Work out how many lines in the material below hold "bottom", then give only that number.

---+---

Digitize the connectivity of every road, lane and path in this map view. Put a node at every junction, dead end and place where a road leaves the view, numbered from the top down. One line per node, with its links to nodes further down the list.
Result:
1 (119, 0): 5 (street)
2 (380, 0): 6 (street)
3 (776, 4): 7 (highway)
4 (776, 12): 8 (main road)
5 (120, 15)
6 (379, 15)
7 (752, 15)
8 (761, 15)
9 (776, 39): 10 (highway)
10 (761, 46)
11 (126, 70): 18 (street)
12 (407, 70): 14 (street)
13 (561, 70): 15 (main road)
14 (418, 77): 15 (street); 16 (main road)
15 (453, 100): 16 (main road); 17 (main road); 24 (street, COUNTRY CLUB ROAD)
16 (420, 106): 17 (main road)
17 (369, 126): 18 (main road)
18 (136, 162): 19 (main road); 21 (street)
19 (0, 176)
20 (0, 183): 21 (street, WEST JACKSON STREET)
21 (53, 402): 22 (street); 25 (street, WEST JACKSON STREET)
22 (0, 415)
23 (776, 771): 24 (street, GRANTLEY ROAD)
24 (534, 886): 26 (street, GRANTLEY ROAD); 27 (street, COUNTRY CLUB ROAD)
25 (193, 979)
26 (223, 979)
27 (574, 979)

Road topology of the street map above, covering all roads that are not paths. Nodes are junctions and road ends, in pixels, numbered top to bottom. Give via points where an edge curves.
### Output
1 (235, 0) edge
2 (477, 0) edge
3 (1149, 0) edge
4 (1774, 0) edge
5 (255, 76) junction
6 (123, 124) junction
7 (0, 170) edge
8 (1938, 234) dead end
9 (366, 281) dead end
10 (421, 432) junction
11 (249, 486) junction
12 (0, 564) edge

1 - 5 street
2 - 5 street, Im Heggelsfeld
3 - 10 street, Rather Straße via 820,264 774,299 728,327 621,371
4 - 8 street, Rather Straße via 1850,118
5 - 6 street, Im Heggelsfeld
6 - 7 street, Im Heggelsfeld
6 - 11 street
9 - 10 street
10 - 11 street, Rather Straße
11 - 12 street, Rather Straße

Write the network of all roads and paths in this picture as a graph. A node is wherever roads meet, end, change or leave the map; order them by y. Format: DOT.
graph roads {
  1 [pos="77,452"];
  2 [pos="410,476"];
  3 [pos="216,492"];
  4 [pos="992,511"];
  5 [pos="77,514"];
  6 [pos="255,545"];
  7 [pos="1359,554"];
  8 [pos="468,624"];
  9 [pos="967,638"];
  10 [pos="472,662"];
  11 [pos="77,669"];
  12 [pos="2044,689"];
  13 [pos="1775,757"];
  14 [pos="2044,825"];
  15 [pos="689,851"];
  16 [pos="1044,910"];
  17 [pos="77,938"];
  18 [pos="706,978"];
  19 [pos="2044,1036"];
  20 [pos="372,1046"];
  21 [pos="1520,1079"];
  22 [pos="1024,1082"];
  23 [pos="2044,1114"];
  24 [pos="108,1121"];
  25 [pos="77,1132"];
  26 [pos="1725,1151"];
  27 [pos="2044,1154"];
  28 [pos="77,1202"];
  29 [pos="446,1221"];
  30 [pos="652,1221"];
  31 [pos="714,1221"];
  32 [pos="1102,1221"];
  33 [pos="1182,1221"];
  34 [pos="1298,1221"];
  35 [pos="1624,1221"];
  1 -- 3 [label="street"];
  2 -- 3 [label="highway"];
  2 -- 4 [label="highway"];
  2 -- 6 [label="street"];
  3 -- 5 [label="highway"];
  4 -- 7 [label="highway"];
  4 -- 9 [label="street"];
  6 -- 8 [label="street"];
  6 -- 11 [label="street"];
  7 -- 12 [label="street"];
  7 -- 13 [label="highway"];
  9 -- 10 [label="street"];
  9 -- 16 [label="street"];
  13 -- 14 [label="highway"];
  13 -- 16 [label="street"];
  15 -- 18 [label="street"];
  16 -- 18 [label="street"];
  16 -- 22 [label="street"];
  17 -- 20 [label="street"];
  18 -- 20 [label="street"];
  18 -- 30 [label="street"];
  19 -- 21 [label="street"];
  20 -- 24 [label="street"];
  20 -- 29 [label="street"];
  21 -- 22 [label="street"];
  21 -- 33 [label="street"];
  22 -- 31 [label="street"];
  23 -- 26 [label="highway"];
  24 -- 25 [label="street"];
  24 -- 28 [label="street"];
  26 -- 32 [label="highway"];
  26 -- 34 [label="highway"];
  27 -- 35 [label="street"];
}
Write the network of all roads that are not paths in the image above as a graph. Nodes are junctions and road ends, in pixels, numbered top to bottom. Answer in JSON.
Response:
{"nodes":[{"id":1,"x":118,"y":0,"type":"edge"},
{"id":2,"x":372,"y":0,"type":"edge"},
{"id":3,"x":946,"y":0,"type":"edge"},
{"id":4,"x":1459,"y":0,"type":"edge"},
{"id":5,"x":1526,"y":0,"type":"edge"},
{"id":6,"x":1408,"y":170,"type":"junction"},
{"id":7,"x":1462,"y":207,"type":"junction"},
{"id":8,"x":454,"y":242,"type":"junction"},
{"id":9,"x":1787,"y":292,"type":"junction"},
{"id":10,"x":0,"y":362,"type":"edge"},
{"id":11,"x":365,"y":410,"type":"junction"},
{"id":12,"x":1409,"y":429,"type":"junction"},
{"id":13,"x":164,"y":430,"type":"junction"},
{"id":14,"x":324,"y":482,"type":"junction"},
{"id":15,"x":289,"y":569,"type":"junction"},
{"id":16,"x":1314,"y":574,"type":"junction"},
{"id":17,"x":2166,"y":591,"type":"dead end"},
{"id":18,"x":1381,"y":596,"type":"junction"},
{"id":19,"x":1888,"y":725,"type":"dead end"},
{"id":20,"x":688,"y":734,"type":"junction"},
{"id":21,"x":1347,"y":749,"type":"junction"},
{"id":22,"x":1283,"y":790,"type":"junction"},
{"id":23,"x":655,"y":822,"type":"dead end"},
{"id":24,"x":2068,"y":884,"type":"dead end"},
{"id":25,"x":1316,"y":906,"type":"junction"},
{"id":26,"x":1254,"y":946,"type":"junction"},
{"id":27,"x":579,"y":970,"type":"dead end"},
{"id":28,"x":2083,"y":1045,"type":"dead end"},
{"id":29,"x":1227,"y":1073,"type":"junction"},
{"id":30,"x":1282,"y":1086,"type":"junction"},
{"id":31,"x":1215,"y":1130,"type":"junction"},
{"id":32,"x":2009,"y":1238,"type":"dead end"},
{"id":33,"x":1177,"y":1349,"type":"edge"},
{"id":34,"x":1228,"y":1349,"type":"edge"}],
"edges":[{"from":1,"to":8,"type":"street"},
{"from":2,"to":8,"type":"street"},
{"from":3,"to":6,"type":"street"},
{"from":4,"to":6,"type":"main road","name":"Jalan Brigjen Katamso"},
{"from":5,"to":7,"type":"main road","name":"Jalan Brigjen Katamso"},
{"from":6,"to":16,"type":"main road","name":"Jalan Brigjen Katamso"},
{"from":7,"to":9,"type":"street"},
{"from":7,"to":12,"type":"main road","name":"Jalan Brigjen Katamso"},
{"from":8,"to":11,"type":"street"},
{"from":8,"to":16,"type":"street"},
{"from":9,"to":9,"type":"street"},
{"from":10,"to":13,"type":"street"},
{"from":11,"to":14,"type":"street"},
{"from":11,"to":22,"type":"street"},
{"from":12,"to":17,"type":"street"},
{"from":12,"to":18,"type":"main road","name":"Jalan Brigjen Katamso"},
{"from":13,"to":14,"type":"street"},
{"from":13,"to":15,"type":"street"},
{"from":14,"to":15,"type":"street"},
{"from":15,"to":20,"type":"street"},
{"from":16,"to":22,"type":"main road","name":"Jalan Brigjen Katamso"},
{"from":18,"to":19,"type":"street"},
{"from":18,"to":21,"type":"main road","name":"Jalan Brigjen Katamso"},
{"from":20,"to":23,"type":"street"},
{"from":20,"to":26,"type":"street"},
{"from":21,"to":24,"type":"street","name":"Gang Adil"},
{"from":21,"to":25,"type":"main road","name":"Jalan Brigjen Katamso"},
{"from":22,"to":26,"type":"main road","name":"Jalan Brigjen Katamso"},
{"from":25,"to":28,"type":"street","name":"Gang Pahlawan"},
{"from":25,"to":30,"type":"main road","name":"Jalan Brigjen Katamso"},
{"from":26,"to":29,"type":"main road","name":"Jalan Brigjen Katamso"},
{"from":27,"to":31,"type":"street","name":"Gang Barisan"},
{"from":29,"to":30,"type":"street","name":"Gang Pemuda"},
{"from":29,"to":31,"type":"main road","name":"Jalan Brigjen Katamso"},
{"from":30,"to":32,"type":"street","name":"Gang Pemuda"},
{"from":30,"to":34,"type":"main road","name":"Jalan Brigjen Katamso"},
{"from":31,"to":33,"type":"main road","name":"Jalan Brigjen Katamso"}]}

---+---

TASK RESPONSE:
2